Vegan Clementine Cardamom Buns Recipe
Yield ~10 buns
Ingredients
Sweet Roll Dough
- 2 packages active dry yeast
- ¼ Cup warm water
- 1 Cup + 2 Tablespoons non-dairy milk, warmed
- 1/2 Cup rapadura (whole cane sugar)
- ½ teaspoon sea salt
- 8 Tablespoons earth balance vegan butter melted (can substitute with olive oil or canola oil)
- ½ Cup riced potatoes (steam or bake 1 medium potato and squeeze through a ricer)
- 1 ½ Cups whole-wheat flour
- 3 ½ - 4 ¼ Cups unbleached all purpose flour
Filling
- 6 Tablespoons earth balance butter softened
- 2 Tablespoons clementine juice
- 2 teaspoons clementine zest
- 3/4 Cup rapadura (whole cane sugar)
- 1 teaspoon ground cardamom
- 1 teaspoon ground cinnamon
- 1/2 teaspoon ground nutmeg
Glaze
- 1/2 cup strained (similar to Greek style) non-dairy yogurt (I make my own from soymilk and culture {tutorial here} then drain excess liquid through a coffee filter, but you can do the same with store-bought, go for plain and unsweetened if you can find it)
- 1/4 Cup maple syrup
- zest and 2 Tablespoons of juice from a clementine
- 1/4 teaspoon of vanilla bean seeds
Instructions
- Stir yeast and warm water together in a small cup or bowl and let sit for 10 minutes until bubbles start to form.
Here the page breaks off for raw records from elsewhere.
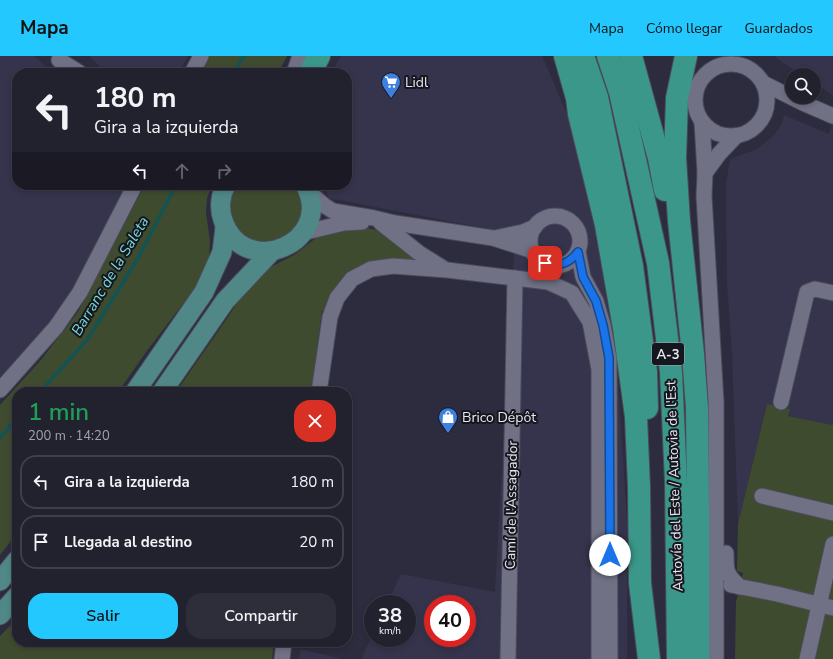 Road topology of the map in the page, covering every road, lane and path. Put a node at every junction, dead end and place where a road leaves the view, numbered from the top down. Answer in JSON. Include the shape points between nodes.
{"nodes":[{"id":1,"x":556,"y":56,"type":"edge"},
{"id":2,"x":565,"y":56,"type":"edge"},
{"id":3,"x":583,"y":56,"type":"edge"},
{"id":4,"x":608,"y":56,"type":"edge"},
{"id":5,"x":631,"y":56,"type":"edge"},
{"id":6,"x":686,"y":56,"type":"edge"},
{"id":7,"x":57,"y":58,"type":"edge"},
{"id":8,"x":716,"y":60,"type":"edge"},
{"id":9,"x":749,"y":61,"type":"edge"},
{"id":10,"x":66,"y":68,"type":"edge"},
{"id":11,"x":72,"y":68,"type":"edge"},
{"id":12,"x":764,"y":83,"type":"junction"},
{"id":13,"x":785,"y":94,"type":"edge"},
{"id":14,"x":785,"y":103,"type":"edge"},
{"id":15,"x":805,"y":104,"type":"edge"},
{"id":16,"x":579,"y":114,"type":"junction"},
{"id":17,"x":765,"y":114,"type":"junction"},
{"id":18,"x":833,"y":116,"type":"edge"},
{"id":19,"x":702,"y":122,"type":"junction"},
{"id":20,"x":736,"y":136,"type":"junction"},
{"id":21,"x":705,"y":173,"type":"junction"},
{"id":22,"x":129,"y":190,"type":"edge"},
{"id":23,"x":132,"y":190,"type":"edge"},
{"id":24,"x":224,"y":190,"type":"edge"},
{"id":25,"x":307,"y":190,"type":"edge"},
{"id":26,"x":309,"y":190,"type":"edge"},
{"id":27,"x":124,"y":206,"type":"junction"},
{"id":28,"x":388,"y":223,"type":"junction"},
{"id":29,"x":225,"y":227,"type":"junction"},
{"id":30,"x":535,"y":227,"type":"junction"},
{"id":31,"x":302,"y":233,"type":"junction"},
{"id":32,"x":493,"y":238,"type":"junction"},
{"id":33,"x":533,"y":251,"type":"junction"},
{"id":34,"x":272,"y":252,"type":"junction"},
{"id":35,"x":578,"y":252,"type":"junction"},
{"id":36,"x":561,"y":265,"type":"junction"},
{"id":37,"x":446,"y":270,"type":"junction"},
{"id":38,"x":515,"y":278,"type":"junction"},
{"id":39,"x":833,"y":293,"type":"edge"},
{"id":40,"x":687,"y":301,"type":"junction"},
{"id":41,"x":603,"y":325,"type":"junction"},
{"id":42,"x":138,"y":387,"type":"edge"},
{"id":43,"x":165,"y":387,"type":"edge"},
{"id":44,"x":320,"y":387,"type":"edge"},
{"id":45,"x":0,"y":390,"type":"edge"},
{"id":46,"x":781,"y":402,"type":"dead end"},
{"id":47,"x":717,"y":465,"type":"junction"},
{"id":48,"x":762,"y":496,"type":"dead end"},
{"id":49,"x":833,"y":513,"type":"edge"},
{"id":50,"x":833,"y":544,"type":"edge"},
{"id":51,"x":12,"y":566,"type":"edge"},
{"id":52,"x":716,"y":578,"type":"junction"},
{"id":53,"x":0,"y":581,"type":"edge"},
{"id":54,"x":740,"y":587,"type":"junction"},
{"id":55,"x":12,"y":602,"type":"edge"},
{"id":56,"x":826,"y":606,"type":"edge"},
{"id":57,"x":0,"y":615,"type":"edge"},
{"id":58,"x":283,"y":647,"type":"edge"},
{"id":59,"x":282,"y":659,"type":"edge"},
{"id":60,"x":508,"y":659,"type":"edge"},
{"id":61,"x":599,"y":659,"type":"edge"},
{"id":62,"x":610,"y":659,"type":"edge"},
{"id":63,"x":650,"y":659,"type":"edge"},
{"id":64,"x":678,"y":659,"type":"edge"},
{"id":65,"x":698,"y":659,"type":"edge"},
{"id":66,"x":716,"y":659,"type":"edge"},
{"id":67,"x":724,"y":659,"type":"edge"},
{"id":68,"x":807,"y":659,"type":"edge"}],
"edges":[{"from":1,"to":16,"type":"highway"},
{"from":2,"to":16,"type":"highway"},
{"from":3,"to":63,"type":"highway","name":"Autovía del Este / Autovia de l'Est","number":"A-3","via":[[597,98],[632,266],[646,372],[652,580]]},
{"from":4,"to":64,"type":"highway","name":"Autovía del Este / Autovia de l'Est","number":"A-3","via":[[620,92],[658,263],[671,372],[676,483]]},
{"from":5,"to":40,"type":"highway","via":[[659,158]]},
{"from":6,"to":40,"type":"highway","via":[[677,98],[675,158],[678,221]]},
{"from":7,"to":10,"type":"street"},
{"from":7,"to":11,"type":"street"},
{"from":8,"to":9,"type":"street","via":[[732,63]]},
{"from":8,"to":19,"type":"street","via":[[696,88],[696,112]]},
{"from":9,"to":12,"type":"street"},
{"from":12,"to":13,"type":"street"},
{"from":12,"to":17,"type":"street","via":[[767,93]]},
{"from":14,"to":17,"type":"street"},
{"from":15,"to":18,"type":"street"},
{"from":16,"to":63,"type":"highway","via":[[606,225],[635,410],[640,584]]},
{"from":17,"to":20,"type":"street","via":[[748,132]]},
{"from":19,"to":20,"type":"street","via":[[717,134]]},
{"from":19,"to":21,"type":"street"},
{"from":20,"to":21,"type":"street"},
{"from":21,"to":47,"type":"street","via":[[704,203],[716,402]]},
{"from":22,"to":27,"type":"street"},
{"from":23,"to":27,"type":"street"},
{"from":24,"to":29,"type":"main road","via":[[221,214]]},
{"from":25,"to":31,"type":"main road","via":[[311,205],[309,220]]},
{"from":26,"to":28,"type":"street","via":[[333,211]]},
{"from":27,"to":45,"type":"street","via":[[80,292],[56,327]]},
{"from":28,"to":31,"type":"street","via":[[344,223]]},
{"from":28,"to":32,"type":"street"},
{"from":28,"to":37,"type":"street","via":[[419,253]]},
{"from":29,"to":34,"type":"main road","via":[[234,239],[245,247]]},
{"from":29,"to":42,"type":"main road","via":[[222,252],[204,292]]},
{"from":30,"to":32,"type":"street"},
{"from":30,"to":33,"type":"street","via":[[531,235]]},
{"from":30,"to":35,"type":"street","via":[[548,217],[564,217],[571,221],[580,235]]},
{"from":31,"to":34,"type":"main road","via":[[294,242]]},
{"from":32,"to":33,"type":"street"},
{"from":33,"to":36,"type":"street","via":[[545,263]]},
{"from":34,"to":43,"type":"main road","via":[[225,301]]},
{"from":35,"to":36,"type":"street","via":[[574,258]]},
{"from":35,"to":41,"type":"street","via":[[583,277],[596,301]]},
{"from":36,"to":41,"type":"street","via":[[587,294]]},
{"from":37,"to":38,"type":"street"},
{"from":37,"to":44,"type":"street","via":[[393,266],[371,269],[352,279],[337,298],[330,318]]},
{"from":38,"to":60,"type":"street","name":"Camí de l'Assagador"},
{"from":38,"to":61,"type":"street","via":[[548,282],[572,293],[590,322],[599,369]]},
{"from":39,"to":46,"type":"street","via":[[815,289],[807,292]]},
{"from":40,"to":65,"type":"highway","via":[[697,408]]},
{"from":41,"to":62,"type":"street","via":[[609,358]]},
{"from":47,"to":52,"type":"street"},
{"from":47,"to":54,"type":"street","via":[[726,499],[726,571]]},
{"from":48,"to":49,"type":"street"},
{"from":50,"to":56,"type":"street"},
{"from":51,"to":53,"type":"main road"},
{"from":52,"to":54,"type":"street"},
{"from":52,"to":66,"type":"street"},
{"from":54,"to":56,"type":"street"},
{"from":54,"to":67,"type":"street","via":[[726,596],[725,600]]},
{"from":55,"to":57,"type":"main road"},
{"from":56,"to":68,"type":"street"},
{"from":58,"to":59,"type":"street"}]}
If you don’t see bubbles then the yeast is not alive so start again with fresh yeast.
- Combine milk, rapadura, earth balance, and riced potato in a large mixing bowl. Stir in yeast mixture. Add whole-wheat flour and mix until well blended. Add 3-½ Cups all-purpose flour and mix until dough holds together in a rough, shaggy mass.
- Turn out dough on a lightly floured surface and knead for a minute or two. Let rest for 10 minutes. Resume kneading for 8-10 minutes more, sprinkling all-purpose flour as needed if the dough becomes sticky, until dough is smooth and elastic.
- Place in an oiled bowl, cover with plastic film or a tea towel and let rise in a warm draft-free place until doubled in size, about 2 hours.
- Punch the risen dough down. Turn out dough onto a floured work surface. Use a rolling pin to roll out dough into a large rectangle about 1/2" thick.
- Mix softened earth balance, clementine juice, and zest together and spread evenly over dough (clean fingers work best). Combine rapadura and spices and sprinkle mixture evenly over butter. (Note: you can add any other fillings now, such and dried fruits or nuts if you'd like)
- Roll dough starting from a long side and pinch seam together. Cut dough into 1" slices using unflavored dental floss or a very sharp knife.
- Grease 2 cake pans (cast iron skillets work great too) and arrange buns in pans. Cover pans loosely with plastic film or a tea towel and let rise in a warm draft free place for about 1 hour, until they become quite puffy. At this point you can refrigerate the buns overnight or freeze for future use, but be sure to let them come to room temperature before proceeding. About 1/2 way through the second rise, preheat oven to 350˚F.
- Bake buns on center rack for about 25-30 minutes, until they are golden brown. Remove buns from oven and let cool for a bit before frosting. Make glaze while said buns are cooling.
- To make glaze simply whisk together all of the glaze ingredients in a bowl.
- Pour glaze over cooled/slightly warm buns, serve right away and enjoy every messy bite!
Notes
Best eaten the day they are made, especially on lazy holiday mornings in your PJs.